Poll: Should there be calorie counts on wine labels?


Alcoholic drinks above 1.2% abv have a special exemption from EU food labelling rules that means producers don’t have to list nutritional information, such as calories, or ingredients – unless the ingredient is a proven allergen, like sulphites.

Producers have one year to develop a ‘self-regulatory proposal’ that improves the amount of information available to consumers, the European Commission said.

European commissioner for health and food safety, Vytenis Andriukaitis, said, ‘This report supports the right of people in the European Union to be fully informed about what they drink.

‘It does not identify any objective grounds justifying the absence of the list of ingredients and nutrition information on alcoholic beverages.’
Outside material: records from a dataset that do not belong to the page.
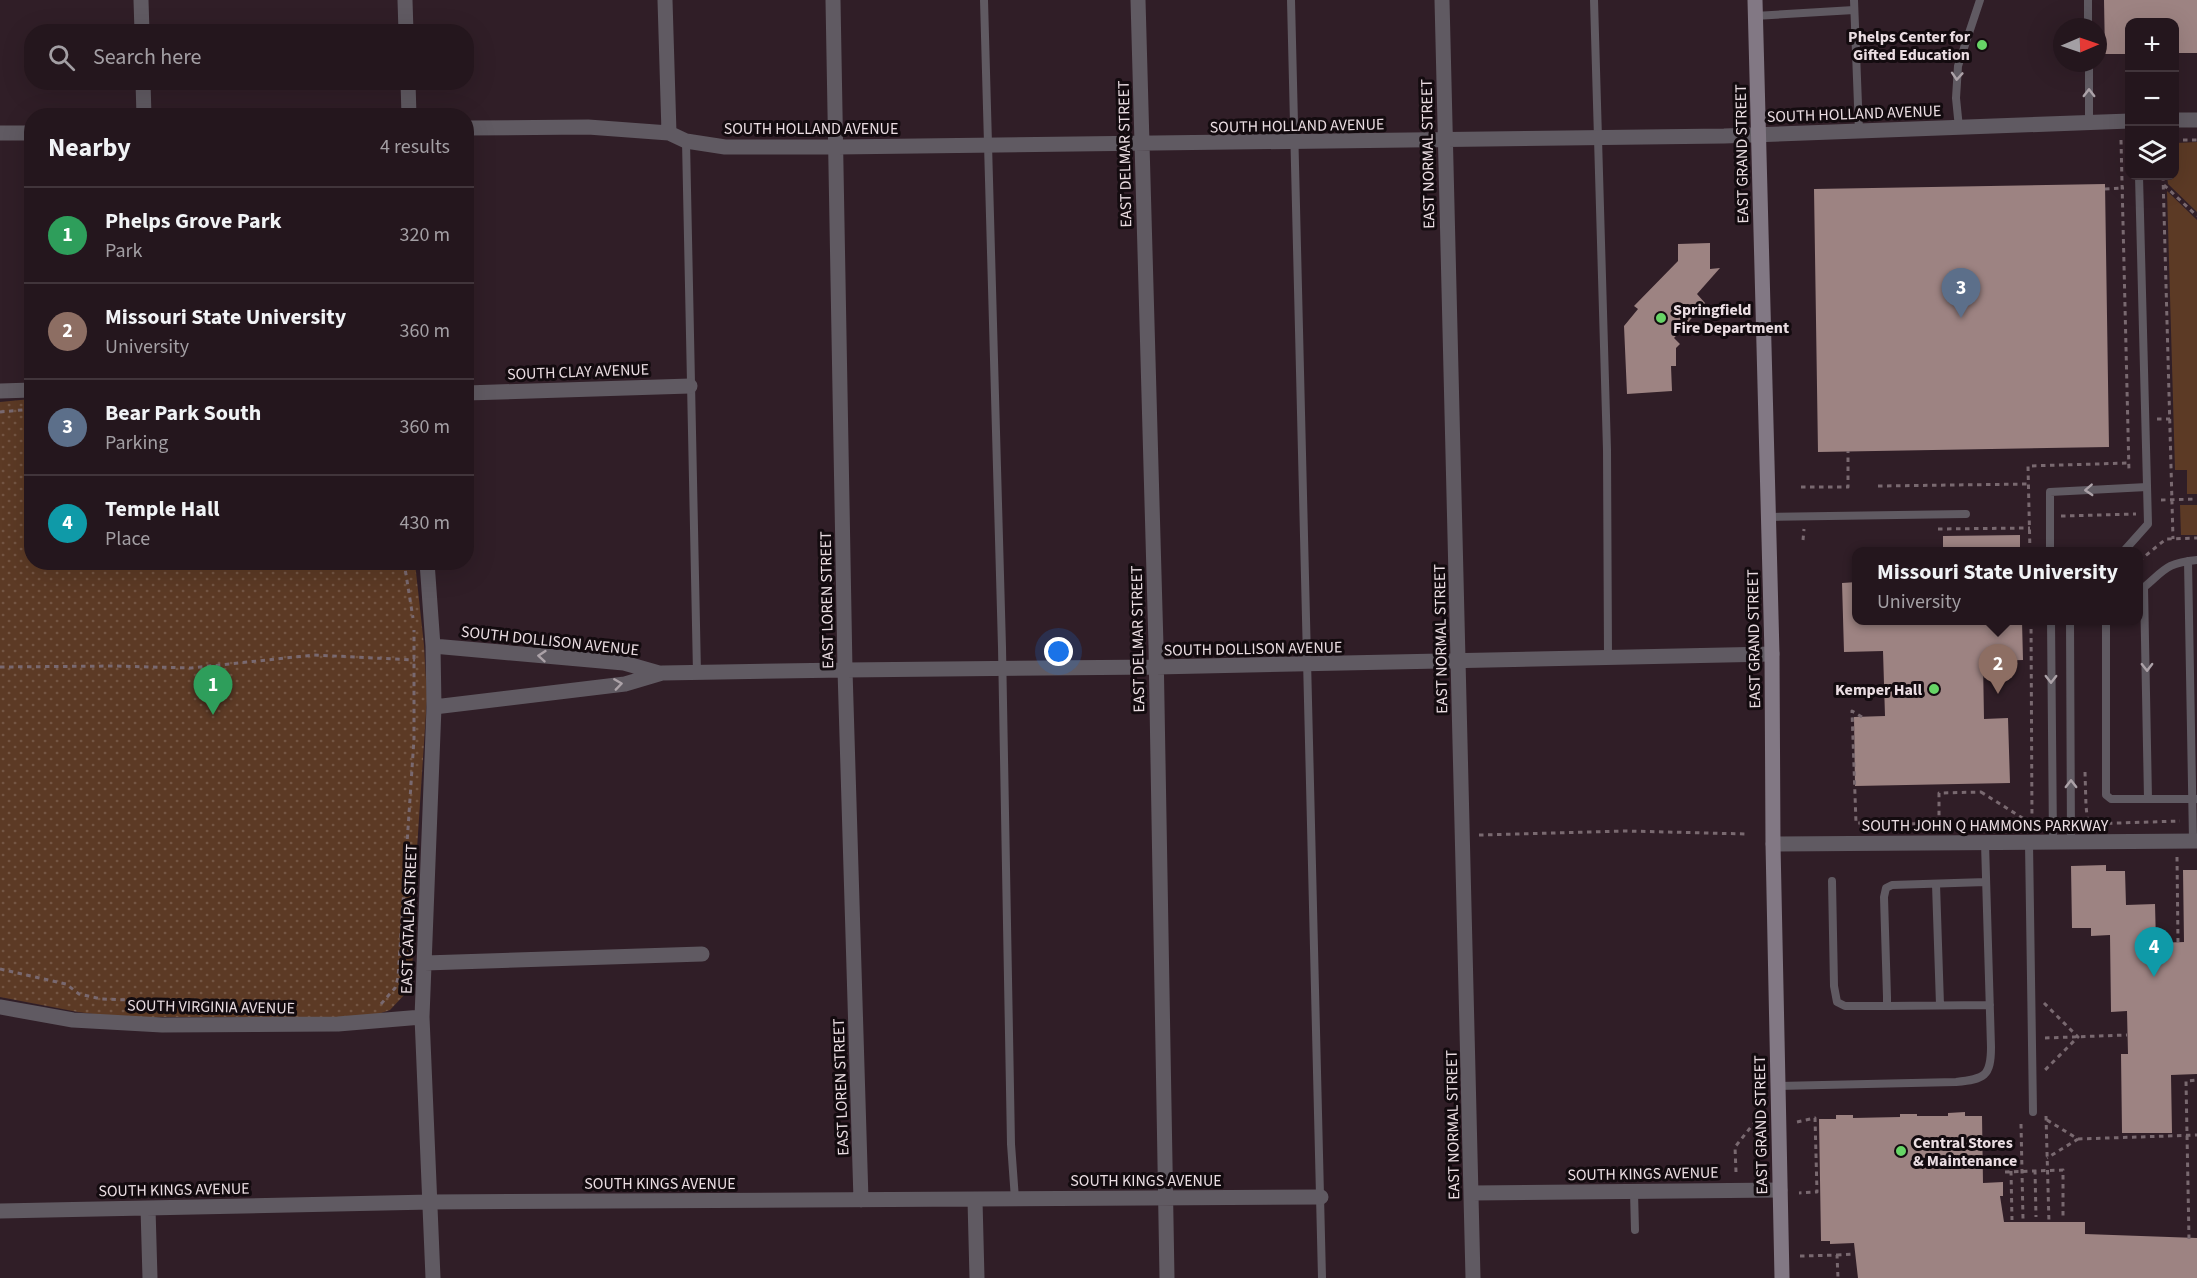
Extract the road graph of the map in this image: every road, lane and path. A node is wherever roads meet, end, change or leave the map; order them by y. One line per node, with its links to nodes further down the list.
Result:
1 (141, 0): 17 (street)
2 (405, 0): 18 (street)
3 (665, 0): 33 (street)
4 (832, 0): 44 (street, EAST LOREN STREET)
5 (984, 0): 43 (lane)
6 (1138, 0): 42 (street, EAST DELMAR STREET)
7 (1291, 0): 41 (lane)
8 (1442, 0): 40 (street, EAST NORMAL STREET)
9 (1594, 0): 35 (lane)
10 (1755, 0): 15 (main road, EAST GRAND STREET)
11 (1854, 0): 14 (lane)
12 (1980, 0): 29 (lane, one-way to 29)
13 (2088, 0): 16 (lane)
14 (1854, 10): 15 (lane); 30 (lane)
15 (1755, 16): 34 (main road, EAST GRAND STREET)
16 (2088, 18)
17 (142, 24)
18 (406, 24)
19 (2089, 72): 27 (lane, one-way to 19)
20 (143, 90): 22 (street)
21 (408, 90): 23 (street)
22 (144, 108)
23 (408, 108)
24 (2179, 120): 25 (street)
25 (2197, 120)
26 (2125, 121): 27 (street, SOUTH HOLLAND AVENUE)
27 (2088, 123): 29 (street, SOUTH HOLLAND AVENUE)
28 (474, 128): 33 (street, SOUTH HOLLAND AVENUE)
29 (1959, 128): 30 (street, SOUTH HOLLAND AVENUE)
30 (1859, 131): 34 (street, SOUTH HOLLAND AVENUE)
31 (0, 133): 32 (street)
32 (24, 133)
33 (669, 133): 39 (street, SOUTH HOLLAND AVENUE)
34 (1758, 135): 35 (street, SOUTH HOLLAND AVENUE); 69 (main road, EAST GRAND STREET)
35 (1598, 138): 40 (street, SOUTH HOLLAND AVENUE); 88 (lane)
36 (2121, 140): 48 (path)
37 (2179, 140): 38 (path)
38 (2197, 140)
39 (686, 141): 44 (street, SOUTH HOLLAND AVENUE); 51 (lane)
40 (1445, 141): 41 (street, SOUTH HOLLAND AVENUE); 90 (street, EAST NORMAL STREET)
41 (1295, 142): 42 (street, SOUTH HOLLAND AVENUE); 91 (lane)
42 (1142, 144): 43 (street, SOUTH HOLLAND AVENUE); 93 (street, EAST DELMAR STREET)
43 (988, 146): 44 (street, SOUTH HOLLAND AVENUE); 94 (lane)
44 (837, 147): 95 (street, EAST LOREN STREET)
45 (2139, 180): 62 (lane)
46 (2163, 180): 47 (path)
47 (2164, 185): 50 (path); 64 (path)
48 (2124, 188): 49 (path); 58 (path)
49 (2105, 189)
50 (2197, 216)
51 (690, 386): 54 (street, SOUTH CLAY AVENUE); 97 (lane)
52 (24, 390): 53 (street)
53 (0, 391)
54 (474, 393)
55 (24, 410): 56 (path)
56 (0, 412)
57 (1848, 451): 61 (path)
58 (2129, 472)
59 (2029, 484): 60 (path)
60 (1878, 486)
61 (1801, 487)
62 (2147, 487): 74 (lane, one-way to 74); 75 (lane)
63 (2161, 500): 64 (path)
64 (2172, 500): 65 (path); 71 (path)
65 (2197, 500)
66 (1966, 514): 69 (lane)
67 (2137, 514): 68 (path)
68 (2058, 516)
69 (1769, 517): 87 (main road, EAST GRAND STREET)
70 (1804, 527): 73 (path)
71 (2173, 538): 72 (path); 76 (path)
72 (2197, 538)
73 (1803, 540)
74 (2050, 547)
75 (2127, 547)
76 (2143, 558)
77 (2193, 560): 80 (lane); 101 (lane)
78 (405, 570): 89 (path)
79 (428, 570): 86 (street, EAST CATALPA STREET)
80 (2143, 588)
81 (2143, 624): 100 (lane, one-way to 100)
82 (2031, 625): 105 (path)
83 (2051, 625): 109 (lane, one-way to 109)
84 (2070, 625): 110 (lane, one-way to 84)
85 (2106, 625): 100 (lane)
86 (433, 646): 96 (street, SOUTH DOLLISON AVENUE, one-way to 86); 98 (street, EAST CATALPA STREET)
87 (1772, 654): 88 (street, SOUTH DOLLISON AVENUE); 113 (main road, EAST GRAND STREET)
88 (1608, 658): 90 (street, SOUTH DOLLISON AVENUE)
89 (415, 660): 92 (path); 128 (path)
90 (1458, 662): 91 (street, SOUTH DOLLISON AVENUE); 107 (street, EAST NORMAL STREET)
91 (1307, 664): 93 (street, SOUTH DOLLISON AVENUE); 162 (lane)
92 (0, 667)
93 (1156, 667): 94 (street, SOUTH DOLLISON AVENUE); 163 (street, EAST DELMAR STREET)
94 (1002, 669): 95 (street, SOUTH DOLLISON AVENUE); 164 (lane)
95 (845, 670): 97 (street, SOUTH DOLLISON AVENUE); 165 (street, EAST LOREN STREET)
96 (662, 673): 97 (street, SOUTH DOLLISON AVENUE); 98 (street, SOUTH DOLLISON AVENUE, one-way to 96)
97 (697, 673)
98 (434, 707): 122 (street, EAST CATALPA STREET)
99 (1862, 717): 104 (path)
100 (2148, 799): 101 (lane)
101 (2195, 799): 103 (lane)
102 (2086, 806): 103 (path)
103 (2193, 821): 108 (lane)
104 (1939, 824): 105 (path); 105 (path)
105 (2032, 824)
106 (1747, 834): 107 (path)
107 (1462, 835): 160 (street, EAST NORMAL STREET)
108 (2195, 841): 110 (street, SOUTH JOHN Q HAMMONS PARKWAY)
109 (2053, 842): 110 (street, SOUTH JOHN Q HAMMONS PARKWAY); 112 (street, SOUTH JOHN Q HAMMONS PARKWAY)
110 (2071, 842)
111 (1985, 843): 112 (street, SOUTH JOHN Q HAMMONS PARKWAY); 113 (street, SOUTH JOHN Q HAMMONS PARKWAY); 118 (lane)
112 (2029, 843): 143 (lane)
113 (1773, 844): 141 (main road, EAST GRAND STREET)
114 (2187, 856): 116 (path)
115 (2166, 857): 116 (path)
116 (2177, 857): 120 (path)
117 (1832, 881): 129 (lane)
118 (1986, 882): 119 (lane); 127 (lane)
119 (1936, 884): 126 (lane); 129 (lane)
120 (2178, 942)
121 (702, 954): 122 (street)
122 (425, 963): 133 (street, EAST CATALPA STREET)
123 (0, 969): 131 (path)
124 (2044, 992): 125 (path)
125 (2044, 1003): 132 (path); 135 (path)
126 (1940, 1005): 127 (lane); 129 (lane)
127 (1990, 1005): 141 (lane)
128 (377, 1006)
129 (1887, 1006)
130 (0, 1007): 133 (street, SOUTH VIRGINIA AVENUE)
131 (170, 1008)
132 (2044, 1015)
133 (422, 1017): 167 (street, EAST CATALPA STREET)
134 (2127, 1035): 135 (path)
135 (2078, 1036): 136 (path); 138 (path)
136 (2045, 1038)
137 (2045, 1059): 138 (path)
138 (2045, 1070): 139 (path)
139 (2046, 1080)
140 (2197, 1080): 148 (path)
141 (1778, 1086): 158 (main road, EAST GRAND STREET)
142 (2046, 1110): 144 (path)
143 (2033, 1112)
144 (2046, 1119): 150 (path); 151 (path)
145 (1797, 1122): 161 (path)
146 (1754, 1123): 156 (path)
147 (2020, 1124): 152 (path)
148 (2187, 1135): 149 (path); 150 (path); 176 (path)
149 (2197, 1135)
150 (2078, 1138): 151 (path)
151 (2047, 1158): 154 (path)
152 (2022, 1170): 153 (path); 155 (path); 171 (path)
153 (2035, 1170): 154 (path); 170 (path)
154 (2047, 1170): 173 (path); 174 (path)
155 (2011, 1171): 157 (path); 172 (path)
156 (1736, 1172)
157 (2005, 1172)
158 (1779, 1190): 159 (street, SOUTH KINGS AVENUE); 186 (main road, EAST GRAND STREET)
159 (1634, 1192): 160 (street, SOUTH KINGS AVENUE); 175 (lane)
160 (1472, 1193): 185 (street, EAST NORMAL STREET)
161 (1799, 1193)
162 (1321, 1197): 163 (street, SOUTH KINGS AVENUE); 184 (lane)
163 (1165, 1198): 164 (street, SOUTH KINGS AVENUE); 183 (street, EAST DELMAR STREET)
164 (1015, 1199): 166 (street, SOUTH KINGS AVENUE)
165 (861, 1200): 166 (street, SOUTH KINGS AVENUE); 167 (street, SOUTH KINGS AVENUE)
166 (975, 1200): 182 (street)
167 (431, 1202): 168 (street, SOUTH KINGS AVENUE); 181 (street, EAST CATALPA STREET)
168 (148, 1208): 169 (street, SOUTH KINGS AVENUE); 180 (street)
169 (0, 1210)
170 (2036, 1217)
171 (2023, 1219)
172 (2013, 1220)
173 (2063, 1220)
174 (2049, 1223)
175 (1635, 1230)
176 (2189, 1239)
177 (1854, 1254): 178 (path)
178 (1837, 1255): 179 (path); 187 (path)
179 (1800, 1256)
180 (150, 1278)
181 (433, 1278)
182 (977, 1278)
183 (1167, 1278)
184 (1322, 1278)
185 (1473, 1278)
186 (1782, 1278)
187 (1838, 1278)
Some producers and retailers support calorie labelling on wines, in particular. In the UK, which has often led the way on nutrition labelling in general and remains part of the EU for at least two more years, the Sainsbury’s and Waitrose supermarkets have supported calorie counts on bottles in recent years.

Others support providing information online rather than on the label.

With Brexit in mind, it is worth pointing out that the UK government has joined calls for better calorie labelling in alcohol in recent years – although it has also preferred a self-regulatory approach.

‘Now the challenge is on us, and we embrace the responsibility,’ said Ignacio Sánchez Recarte, secretary general of European winemaker body CEEV.